Brokerage

JS Securities Limited – JS Research (17 July 23)

Karachi, July 17, 2023 (PPI-OT): Banks: Higher volumes to support 2QCY23E core income growth

We preview 2QCY23 results for the Pakistan banks under our coverage, where we expect contraction in NIMs owing to higher cost of deposits as compared to asset re-pricing.

We, however, expect the jump in deposits witnessed in 2QCY23 to more than offset the potential NIMs contraction, supporting sequential core income growth.

Nonetheless, budgetary measures impacting 2Q taxes and projected higher admin and provision expenses trim our 2Q profits on a sequential basis, resulting in ~25% QoQ profit decline.

We do not expect the same to alter respective banks' dividend strategies, where dividends higher than earnings should also not be ruled out for some banks.

Higher volumetric growth to offset NIMS contraction

We preview 2QCY23 results for the Pakistan banks under our coverage. The 2QCY23 witnessed additional cost of deposit burden of +350bp QoQ on a weighted average basis. At the same time, previous interest rate hikes are expected to reflect asset repricing of ~250bp, leading to contraction in NIMs. We, however, expect the jump in deposits witnessed in 2QCY23 to more than offset the potential NIMs contraction, supporting sequential core income growth. To recall, deposits have jumped 8% QoQ, mostly placed in Investments. We expect NII to jump by an average of 3% QoQ, and by 45% YoY. On the non-interest income end, likely absence of higher loss on sale of securities (for most banks) are expected to offset by normalized FX income, compared to higher FX income reported in 1QCY23 over flat PKR/US$ movement during this quarter. We expect total non-interest income to report at similar levels, compared to 1QCY23.

Taxes and expenses to impact sequential bottom-line growth

On the expense front, we expect higher credit costs, leading to an absolute increase on a sequential basis. Moreover, with the potential increase in Admin expenses growth due to inflationary pressures, we expect Cost to Income to remain sticky during the quarter. We also incorporate the higher taxes announced in Federal Budget FY24. Pertaining to 2QCY23, the sector has been slammed with 10% Super Tax on CY23 income (retrospective impact of 1QCY23). As a result, the quarter will be burdened with 6% additional tax pertaining to 1QCY23’s PBT. Hence, despite higher core income, we expect the sector’s flat non-core income and higher expenses to contract bottom-line by ~25% on a sequential basis.

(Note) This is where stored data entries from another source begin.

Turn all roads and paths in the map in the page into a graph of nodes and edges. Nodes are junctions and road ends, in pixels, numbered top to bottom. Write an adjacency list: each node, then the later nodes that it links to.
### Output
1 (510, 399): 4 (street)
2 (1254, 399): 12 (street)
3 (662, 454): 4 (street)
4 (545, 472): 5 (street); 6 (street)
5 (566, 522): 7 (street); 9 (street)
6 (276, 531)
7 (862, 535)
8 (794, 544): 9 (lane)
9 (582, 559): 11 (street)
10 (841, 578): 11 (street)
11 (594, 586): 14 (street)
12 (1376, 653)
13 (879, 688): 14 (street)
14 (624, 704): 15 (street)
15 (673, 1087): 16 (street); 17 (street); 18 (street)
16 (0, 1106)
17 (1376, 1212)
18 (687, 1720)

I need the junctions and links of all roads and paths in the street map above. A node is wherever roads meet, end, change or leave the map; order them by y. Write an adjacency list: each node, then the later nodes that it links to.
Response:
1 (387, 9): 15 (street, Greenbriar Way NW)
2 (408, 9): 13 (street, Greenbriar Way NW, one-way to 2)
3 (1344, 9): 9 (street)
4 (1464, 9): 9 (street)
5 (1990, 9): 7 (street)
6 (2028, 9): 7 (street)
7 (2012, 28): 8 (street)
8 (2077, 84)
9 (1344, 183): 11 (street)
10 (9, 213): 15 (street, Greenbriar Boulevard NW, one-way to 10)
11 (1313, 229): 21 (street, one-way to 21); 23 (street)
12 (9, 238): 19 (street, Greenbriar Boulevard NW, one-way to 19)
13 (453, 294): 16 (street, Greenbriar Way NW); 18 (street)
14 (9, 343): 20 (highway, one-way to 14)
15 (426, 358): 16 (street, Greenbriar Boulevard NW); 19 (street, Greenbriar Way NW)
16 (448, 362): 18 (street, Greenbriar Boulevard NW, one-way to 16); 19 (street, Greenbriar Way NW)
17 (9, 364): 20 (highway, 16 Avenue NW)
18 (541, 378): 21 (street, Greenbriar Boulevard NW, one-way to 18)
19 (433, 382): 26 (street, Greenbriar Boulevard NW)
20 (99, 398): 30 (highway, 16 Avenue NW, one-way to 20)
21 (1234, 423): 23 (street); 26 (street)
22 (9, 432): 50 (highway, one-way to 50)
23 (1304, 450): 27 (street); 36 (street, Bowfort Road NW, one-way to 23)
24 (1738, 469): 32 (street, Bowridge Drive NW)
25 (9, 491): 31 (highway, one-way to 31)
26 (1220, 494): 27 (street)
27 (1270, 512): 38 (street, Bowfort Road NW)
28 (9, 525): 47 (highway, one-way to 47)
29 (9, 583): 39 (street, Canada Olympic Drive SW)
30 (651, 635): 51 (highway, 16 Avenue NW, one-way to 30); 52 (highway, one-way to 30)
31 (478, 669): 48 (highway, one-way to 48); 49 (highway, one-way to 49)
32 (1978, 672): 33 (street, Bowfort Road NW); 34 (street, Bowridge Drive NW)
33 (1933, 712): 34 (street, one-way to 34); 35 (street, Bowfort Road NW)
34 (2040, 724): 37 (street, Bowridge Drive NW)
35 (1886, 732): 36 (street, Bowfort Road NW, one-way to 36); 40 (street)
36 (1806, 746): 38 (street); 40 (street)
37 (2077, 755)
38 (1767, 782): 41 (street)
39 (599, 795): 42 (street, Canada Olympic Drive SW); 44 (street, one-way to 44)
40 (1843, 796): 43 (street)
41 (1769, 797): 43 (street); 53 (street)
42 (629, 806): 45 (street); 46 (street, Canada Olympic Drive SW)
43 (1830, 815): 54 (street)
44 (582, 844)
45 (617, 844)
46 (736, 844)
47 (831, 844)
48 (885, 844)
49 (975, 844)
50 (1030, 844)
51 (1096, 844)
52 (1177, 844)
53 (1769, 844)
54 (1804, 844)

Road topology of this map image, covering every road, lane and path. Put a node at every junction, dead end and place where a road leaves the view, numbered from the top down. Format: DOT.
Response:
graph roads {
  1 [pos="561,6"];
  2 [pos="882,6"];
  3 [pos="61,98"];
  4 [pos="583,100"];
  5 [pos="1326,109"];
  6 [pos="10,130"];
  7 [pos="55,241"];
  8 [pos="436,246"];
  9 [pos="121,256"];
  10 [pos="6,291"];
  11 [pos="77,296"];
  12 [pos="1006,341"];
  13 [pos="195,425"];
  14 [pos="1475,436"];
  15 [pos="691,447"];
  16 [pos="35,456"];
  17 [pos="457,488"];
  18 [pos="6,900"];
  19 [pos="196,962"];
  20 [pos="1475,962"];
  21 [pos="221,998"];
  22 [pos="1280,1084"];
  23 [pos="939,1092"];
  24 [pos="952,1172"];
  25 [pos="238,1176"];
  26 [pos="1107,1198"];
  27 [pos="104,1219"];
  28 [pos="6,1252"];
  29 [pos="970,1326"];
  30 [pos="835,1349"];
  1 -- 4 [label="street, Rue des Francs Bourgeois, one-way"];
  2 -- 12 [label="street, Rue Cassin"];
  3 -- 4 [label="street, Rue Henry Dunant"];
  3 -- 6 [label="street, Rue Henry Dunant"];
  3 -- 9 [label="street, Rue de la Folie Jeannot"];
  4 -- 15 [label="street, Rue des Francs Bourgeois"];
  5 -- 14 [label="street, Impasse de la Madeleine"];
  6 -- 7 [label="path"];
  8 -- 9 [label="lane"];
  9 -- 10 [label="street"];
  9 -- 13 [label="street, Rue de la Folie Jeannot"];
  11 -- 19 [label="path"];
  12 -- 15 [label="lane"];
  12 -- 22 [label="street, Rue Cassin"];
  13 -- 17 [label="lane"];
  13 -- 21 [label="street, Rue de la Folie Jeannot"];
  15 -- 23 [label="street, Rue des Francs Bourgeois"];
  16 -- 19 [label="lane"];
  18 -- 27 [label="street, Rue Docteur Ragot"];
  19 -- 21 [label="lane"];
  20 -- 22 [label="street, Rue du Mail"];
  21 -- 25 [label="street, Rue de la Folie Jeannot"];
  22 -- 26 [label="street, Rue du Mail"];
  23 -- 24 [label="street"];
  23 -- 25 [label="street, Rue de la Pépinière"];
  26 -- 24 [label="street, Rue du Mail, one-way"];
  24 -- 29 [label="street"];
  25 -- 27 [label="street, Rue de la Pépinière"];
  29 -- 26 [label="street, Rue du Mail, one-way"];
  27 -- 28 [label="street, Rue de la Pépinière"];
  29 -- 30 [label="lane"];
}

Dividend announcements expected to surprise

Higher yields would once again expand the sector’s unrealized losses/reduce unrealized gains of ‘Available-for sale’ fixed rate securities, albeit given a smaller yield movement this quarter, the dent is expected to be lower than recent quarters. Banks with exposure to Euro Bonds may receive support from the uptick in Pak Bonds that started in the tail of 2QCY23, resulting in an average price increase of ~50% in the same.

We expect banks to report comfortable buffers to continue with respective dividend strategies. Some banks may also opt for a higher payout than the quarter’s earnings, keeping the stock’s annual D/Y intact, where we highlight UBL among potential candidates for the same.